Conveyor belt replacements are recognised as a hazardous activity. The idea to utilise turning frames to change the way shorter conveyor belts are replaced at BHP Billiton Mining Area C was identified and implemented to safely improve operations whilst making innovative use of existing site equipment by designing a module which can be bolted onto a conveyor’s structure. A testament to the innovation’s success is that it is now used in similar conveyor systems on four out of five BHP Billiton Iron Ore mines, all of which are now enjoying the same benefits of safer and more efficient conveyor belt replacements.



The Pulley String Catcher, developed by Anglo American’s Moranbah North Mine, improves safety of workers by reducing exposure, improving maintenance of pulleys and allowing simple visual inspections and eliminates string build-up in the labyrinth seal significantly reducing fire potential.

It was identified that over a period of twelve months, there were seven of the same failure modes on the loop take up pulleys on the longwall panel belt. An excessive build-up of string from the edge of a damaged conveyor belt, had wrapped itself around the end of the pulley and worked its way into the labyrinth seal. This resulted in bearing failures and having to change the pulleys out.

When a bearing failure occurs, there is a real potential for a fire to develop from the excessive heat due to the friction of steel on steel, and the string becomes a fuel source for the fire. The risk of fire in underground coal mines has the potential to cause catastrophic consequences both in the safety and health of personnel in the mine and also cause lengthy production delays. The risk of injuries to personnel is also increased with pulley failures because of the difficulty in changing out the pulley due to its weight with limited accessibility and restricted access.

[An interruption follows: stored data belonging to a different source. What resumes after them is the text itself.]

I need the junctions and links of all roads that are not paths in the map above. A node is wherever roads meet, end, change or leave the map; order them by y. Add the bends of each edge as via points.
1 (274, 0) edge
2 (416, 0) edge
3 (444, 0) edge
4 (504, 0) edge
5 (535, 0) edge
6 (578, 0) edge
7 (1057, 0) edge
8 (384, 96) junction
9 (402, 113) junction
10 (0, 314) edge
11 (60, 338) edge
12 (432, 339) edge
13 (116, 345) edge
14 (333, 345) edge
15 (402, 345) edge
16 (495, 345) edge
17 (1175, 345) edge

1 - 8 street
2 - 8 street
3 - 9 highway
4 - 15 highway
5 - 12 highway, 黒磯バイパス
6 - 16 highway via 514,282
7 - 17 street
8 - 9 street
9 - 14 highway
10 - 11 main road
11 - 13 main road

The pulley string catcher was developed as the engineering solution to reduce the risk of the pulleys heating up due to bearing failure and to reduce the risk to coal mine workers. The catcher also allows maintenance to be carried out effectively by providing a visual inspection of the pulley to ensure that the lubrication was sufficient around the labyrinth seal.

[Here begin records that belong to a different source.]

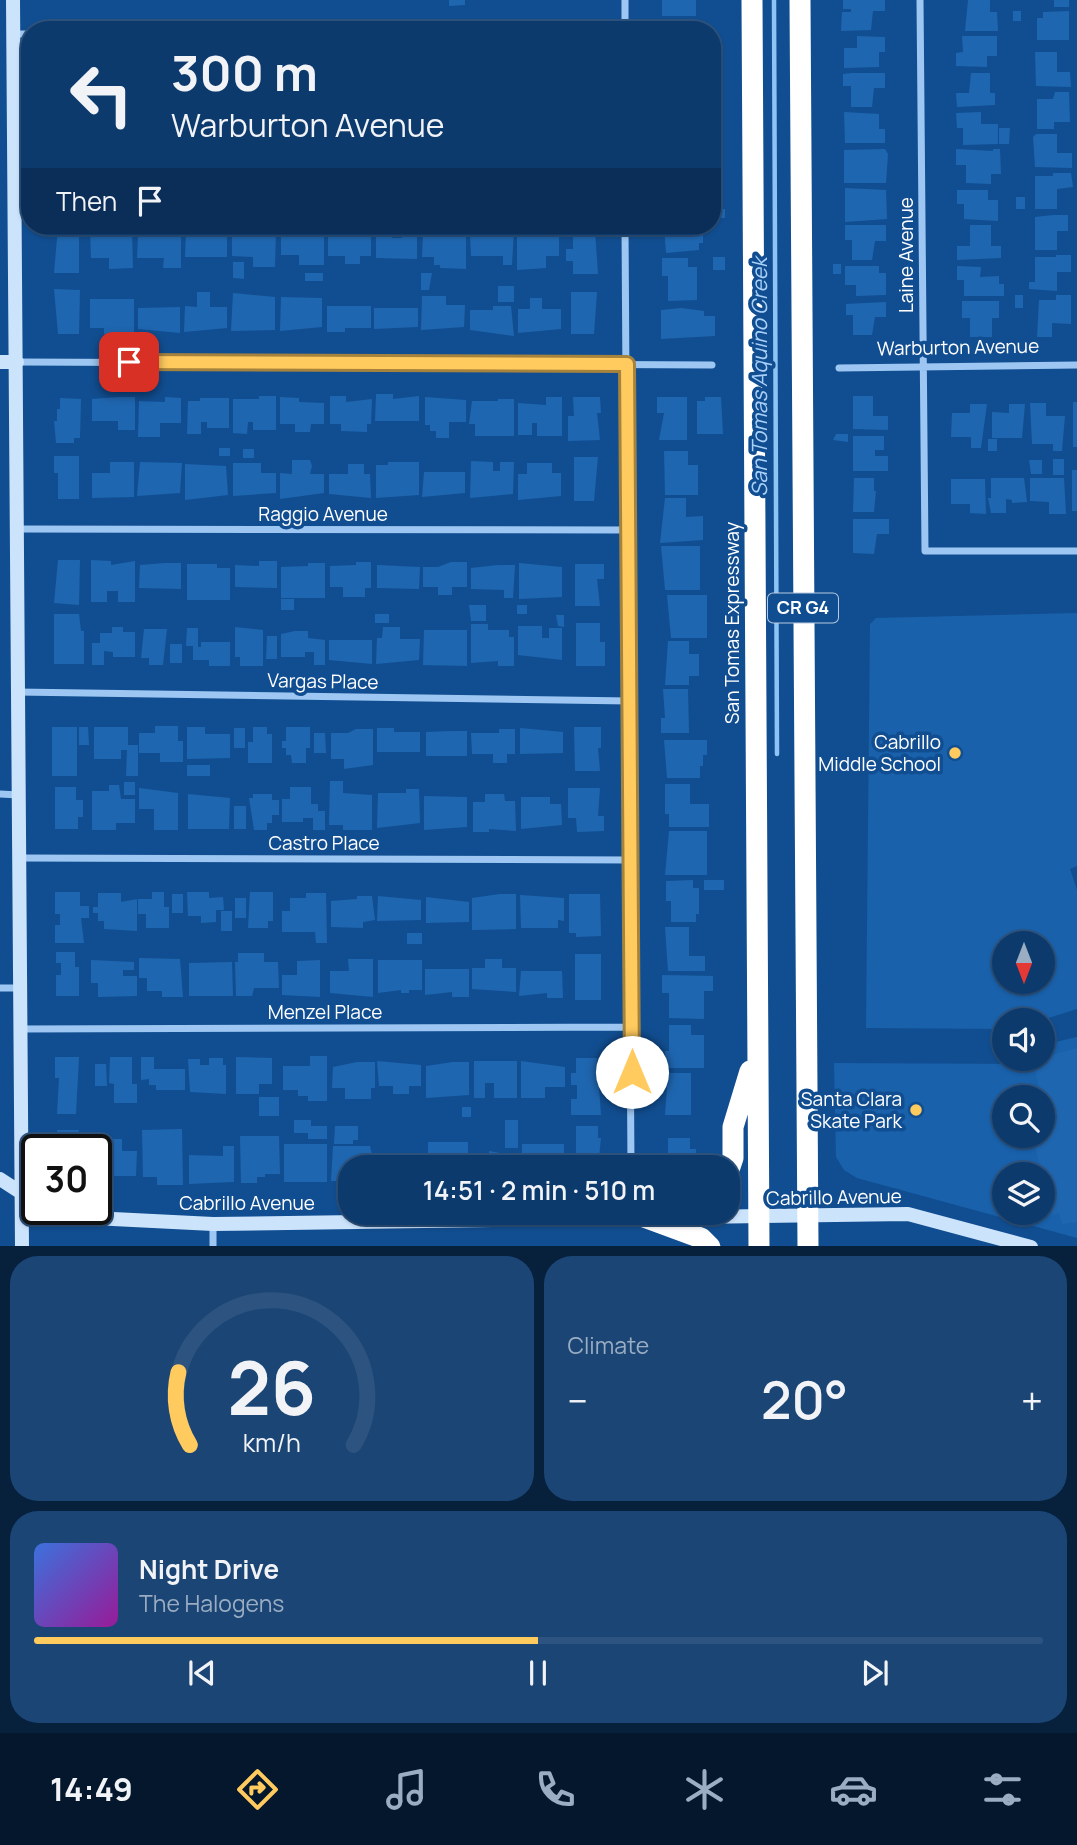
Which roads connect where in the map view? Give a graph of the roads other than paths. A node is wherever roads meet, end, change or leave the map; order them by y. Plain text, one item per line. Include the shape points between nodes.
1 (13, 0) edge
2 (625, 0) edge
3 (752, 0) edge
4 (800, 0) edge
5 (920, 0) edge
6 (625, 21) edge
7 (13, 34) junction
8 (21, 34) edge
9 (21, 164) edge
10 (22, 235) edge
11 (625, 235) edge
12 (0, 362) edge
13 (17, 362) junction
14 (627, 364) junction
15 (712, 365) dead end
16 (1077, 365) edge
17 (922, 367) junction
18 (839, 368) dead end
19 (18, 529) junction
20 (629, 530) junction
21 (1077, 551) edge
22 (17, 692) junction
23 (630, 701) junction
24 (0, 794) edge
25 (19, 795) junction
26 (18, 858) junction
27 (631, 860) junction
28 (0, 988) edge
29 (18, 988) junction
30 (632, 1027) junction
31 (18, 1029) junction
32 (756, 1049) junction
33 (21, 1152) edge
34 (631, 1155) edge
35 (733, 1155) edge
36 (0, 1179) edge
37 (21, 1192) edge
38 (808, 1215) junction
39 (740, 1217) edge
40 (759, 1217) junction
41 (112, 1219) edge
42 (338, 1221) edge
43 (213, 1224) junction
44 (22, 1225) edge
45 (668, 1225) edge
46 (22, 1246) edge
47 (213, 1246) edge
48 (709, 1246) edge
49 (759, 1246) edge
50 (808, 1246) edge
51 (1027, 1246) edge

1 - 7 street
2 - 6 street
3 - 32 highway, San Tomas Expressway / CR G4
4 - 38 highway, CR G4
5 - 17 street, Laine Avenue
7 - 8 street
7 - 9 street
10 - 13 street
11 - 14 street
12 - 13 street
13 - 14 street
13 - 19 street
14 - 15 street
14 - 20 street
16 - 17 street, Warburton Avenue
17 - 18 street, Warburton Avenue
17 - 21 street, Laine Avenue via 925,551
19 - 20 street, Raggio Avenue
19 - 22 street
20 - 23 street
22 - 23 street, Vargas Place
22 - 25 street
23 - 27 street
24 - 25 street
25 - 26 street
26 - 27 street, Castro Place
26 - 29 street
27 - 30 street
28 - 29 street
29 - 31 street
30 - 31 street, Menzel Place
30 - 34 street
31 - 33 street
32 - 35 highway via 733,1127
32 - 40 highway, San Tomas Expressway / CR G4
36 - 37 street
38 - 40 street, Cabrillo Avenue
38 - 50 highway, CR G4
38 - 51 street, Cabrillo Avenue via 908,1214
39 - 40 street, Cabrillo Avenue
40 - 49 highway, San Tomas Expressway / CR G4
41 - 43 street, Cabrillo Avenue
42 - 43 street, Cabrillo Avenue
43 - 47 street
44 - 46 street
45 - 48 highway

Since the ‘pulley string catcher’s’ have been implemented there has been no build-up of string around the pulley shaft and improved monitoring of pulley lubrication.

safety innovation QDS tyre handler


Glencore’s Oaky Creek Mine QDS Tyre Handler was voted People’s Choice of the Queensland Mining Industry Health and Safety Conference 2015 Safety Innovation Awards.

Oaky North Underground has designed, developed and implemented a removal and installation system – the QD 900 – that reduces the amount of manual handling required for a tyre change out, the number of personnel needed to carry out the task, and the risks associated with the procedure.

Oaky North’s QD900 allows the removal and installation of shuttle car and LHD wheel assemblies with limited manual handling. What’s more, it allows the job to be carried out safely by two men instead of four (traditionally), saving labour costs at the same time. More importantly, it eliminates a potential “crush zone” during the operation.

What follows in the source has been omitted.